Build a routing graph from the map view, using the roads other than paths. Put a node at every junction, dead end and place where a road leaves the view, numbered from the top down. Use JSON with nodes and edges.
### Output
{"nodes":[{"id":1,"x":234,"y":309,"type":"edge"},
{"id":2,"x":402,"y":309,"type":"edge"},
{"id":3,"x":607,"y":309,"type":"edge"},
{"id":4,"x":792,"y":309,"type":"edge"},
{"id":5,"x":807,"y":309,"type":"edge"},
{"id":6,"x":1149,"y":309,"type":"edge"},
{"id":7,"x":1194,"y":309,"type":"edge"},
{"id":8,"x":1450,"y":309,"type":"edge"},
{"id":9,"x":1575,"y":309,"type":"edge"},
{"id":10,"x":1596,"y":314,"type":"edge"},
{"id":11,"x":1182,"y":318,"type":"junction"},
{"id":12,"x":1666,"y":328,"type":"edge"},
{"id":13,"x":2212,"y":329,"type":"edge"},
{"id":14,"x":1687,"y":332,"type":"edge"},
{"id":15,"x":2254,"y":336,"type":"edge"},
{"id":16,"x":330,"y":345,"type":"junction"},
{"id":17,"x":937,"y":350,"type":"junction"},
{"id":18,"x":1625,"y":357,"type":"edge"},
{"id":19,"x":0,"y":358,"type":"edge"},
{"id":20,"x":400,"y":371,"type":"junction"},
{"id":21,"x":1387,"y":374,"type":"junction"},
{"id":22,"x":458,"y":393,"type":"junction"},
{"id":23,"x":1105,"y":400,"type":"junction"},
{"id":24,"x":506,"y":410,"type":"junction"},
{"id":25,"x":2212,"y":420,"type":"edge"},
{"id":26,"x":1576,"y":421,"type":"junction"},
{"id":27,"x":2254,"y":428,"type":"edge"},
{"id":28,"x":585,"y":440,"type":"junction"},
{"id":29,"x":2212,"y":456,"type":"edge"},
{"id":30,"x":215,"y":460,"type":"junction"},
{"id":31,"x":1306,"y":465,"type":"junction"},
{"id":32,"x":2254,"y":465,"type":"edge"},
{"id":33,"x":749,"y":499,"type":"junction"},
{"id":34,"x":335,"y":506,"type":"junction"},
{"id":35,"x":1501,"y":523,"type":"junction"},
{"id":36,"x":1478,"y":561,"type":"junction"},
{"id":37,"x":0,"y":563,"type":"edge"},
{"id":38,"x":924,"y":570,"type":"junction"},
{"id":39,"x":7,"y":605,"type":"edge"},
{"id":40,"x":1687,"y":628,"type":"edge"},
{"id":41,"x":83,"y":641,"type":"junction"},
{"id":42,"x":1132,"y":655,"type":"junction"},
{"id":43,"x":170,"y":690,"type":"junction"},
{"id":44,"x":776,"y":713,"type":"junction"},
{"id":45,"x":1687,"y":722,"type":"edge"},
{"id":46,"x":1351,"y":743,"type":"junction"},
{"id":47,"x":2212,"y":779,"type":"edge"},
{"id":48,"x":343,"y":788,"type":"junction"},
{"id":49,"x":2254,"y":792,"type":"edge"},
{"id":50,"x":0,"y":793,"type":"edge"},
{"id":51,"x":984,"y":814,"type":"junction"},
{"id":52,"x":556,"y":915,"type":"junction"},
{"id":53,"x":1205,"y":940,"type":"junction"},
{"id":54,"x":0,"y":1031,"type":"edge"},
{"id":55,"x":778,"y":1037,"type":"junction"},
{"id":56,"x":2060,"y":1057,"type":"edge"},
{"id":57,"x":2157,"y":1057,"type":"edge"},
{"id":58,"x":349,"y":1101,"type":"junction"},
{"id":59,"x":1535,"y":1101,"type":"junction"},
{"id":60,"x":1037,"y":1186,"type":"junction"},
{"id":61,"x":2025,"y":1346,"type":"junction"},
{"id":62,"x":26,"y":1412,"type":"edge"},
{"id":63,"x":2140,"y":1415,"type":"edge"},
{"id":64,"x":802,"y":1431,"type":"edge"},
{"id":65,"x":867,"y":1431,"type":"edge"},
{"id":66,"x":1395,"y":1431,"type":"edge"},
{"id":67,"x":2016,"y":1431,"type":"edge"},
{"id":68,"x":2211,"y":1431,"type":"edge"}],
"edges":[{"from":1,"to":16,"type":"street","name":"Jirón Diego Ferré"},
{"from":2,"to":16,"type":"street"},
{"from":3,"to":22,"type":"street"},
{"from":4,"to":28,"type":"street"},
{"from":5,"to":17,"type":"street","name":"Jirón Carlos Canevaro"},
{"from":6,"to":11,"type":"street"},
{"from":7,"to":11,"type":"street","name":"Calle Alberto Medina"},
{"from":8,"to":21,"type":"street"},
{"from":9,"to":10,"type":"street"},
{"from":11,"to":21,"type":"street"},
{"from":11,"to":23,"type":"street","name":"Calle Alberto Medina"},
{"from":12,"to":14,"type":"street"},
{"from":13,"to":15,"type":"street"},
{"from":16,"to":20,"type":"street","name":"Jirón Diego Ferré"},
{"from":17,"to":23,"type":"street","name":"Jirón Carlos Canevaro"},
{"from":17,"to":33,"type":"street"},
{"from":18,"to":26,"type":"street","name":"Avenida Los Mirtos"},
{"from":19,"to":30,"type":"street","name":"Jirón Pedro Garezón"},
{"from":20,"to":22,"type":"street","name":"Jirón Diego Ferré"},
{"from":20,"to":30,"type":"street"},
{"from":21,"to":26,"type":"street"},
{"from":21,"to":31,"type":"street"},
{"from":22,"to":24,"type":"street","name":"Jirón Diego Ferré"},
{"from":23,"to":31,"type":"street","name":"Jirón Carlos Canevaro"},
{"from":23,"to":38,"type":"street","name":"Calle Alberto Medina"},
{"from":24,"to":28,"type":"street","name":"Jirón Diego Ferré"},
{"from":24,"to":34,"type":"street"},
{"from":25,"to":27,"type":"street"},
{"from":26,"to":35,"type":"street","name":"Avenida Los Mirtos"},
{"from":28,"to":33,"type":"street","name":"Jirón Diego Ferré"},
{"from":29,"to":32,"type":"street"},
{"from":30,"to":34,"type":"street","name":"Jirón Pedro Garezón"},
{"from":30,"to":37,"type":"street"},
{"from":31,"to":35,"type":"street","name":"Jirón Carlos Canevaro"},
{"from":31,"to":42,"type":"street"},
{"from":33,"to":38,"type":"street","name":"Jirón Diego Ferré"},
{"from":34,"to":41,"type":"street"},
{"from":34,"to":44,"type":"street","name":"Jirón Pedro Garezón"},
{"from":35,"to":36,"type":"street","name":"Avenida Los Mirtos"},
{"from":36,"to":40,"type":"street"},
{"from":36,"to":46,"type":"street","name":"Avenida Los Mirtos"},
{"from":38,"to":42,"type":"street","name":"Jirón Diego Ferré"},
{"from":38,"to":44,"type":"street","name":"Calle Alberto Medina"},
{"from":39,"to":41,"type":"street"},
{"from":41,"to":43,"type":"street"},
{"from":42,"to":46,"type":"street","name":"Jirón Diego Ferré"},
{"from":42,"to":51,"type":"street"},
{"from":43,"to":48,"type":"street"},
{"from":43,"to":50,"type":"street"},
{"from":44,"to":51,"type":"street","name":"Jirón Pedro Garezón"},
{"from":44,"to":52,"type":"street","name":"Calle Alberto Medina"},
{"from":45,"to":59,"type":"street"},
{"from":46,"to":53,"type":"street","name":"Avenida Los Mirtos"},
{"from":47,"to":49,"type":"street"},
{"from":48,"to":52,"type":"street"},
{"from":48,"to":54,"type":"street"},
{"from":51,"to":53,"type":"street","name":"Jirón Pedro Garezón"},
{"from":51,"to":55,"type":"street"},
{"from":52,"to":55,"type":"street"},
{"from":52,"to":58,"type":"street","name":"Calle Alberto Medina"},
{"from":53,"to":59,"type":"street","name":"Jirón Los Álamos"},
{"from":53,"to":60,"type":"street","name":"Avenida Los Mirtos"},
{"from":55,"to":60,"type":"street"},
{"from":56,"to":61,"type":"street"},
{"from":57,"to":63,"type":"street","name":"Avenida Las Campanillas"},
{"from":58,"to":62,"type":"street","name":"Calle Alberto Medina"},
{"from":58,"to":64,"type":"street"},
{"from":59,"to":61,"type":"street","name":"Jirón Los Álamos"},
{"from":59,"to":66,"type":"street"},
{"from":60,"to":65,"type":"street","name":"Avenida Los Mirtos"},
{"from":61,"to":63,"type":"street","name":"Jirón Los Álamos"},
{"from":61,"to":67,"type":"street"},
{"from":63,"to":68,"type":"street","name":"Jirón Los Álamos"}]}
::::
#### [WHAT THE EXERCISE ASKS]
Your answer should consist of the lines from the listing that hold the word "nodes".

#### [RESPONSE AREA]
Build a routing graph from the map view, using the roads other than paths. Put a node at every junction, dead end and place where a road leaves the view, numbered from the top down. Use JSON with nodes and edges.
{"nodes":[{"id":1,"x":234,"y":309,"type":"edge"},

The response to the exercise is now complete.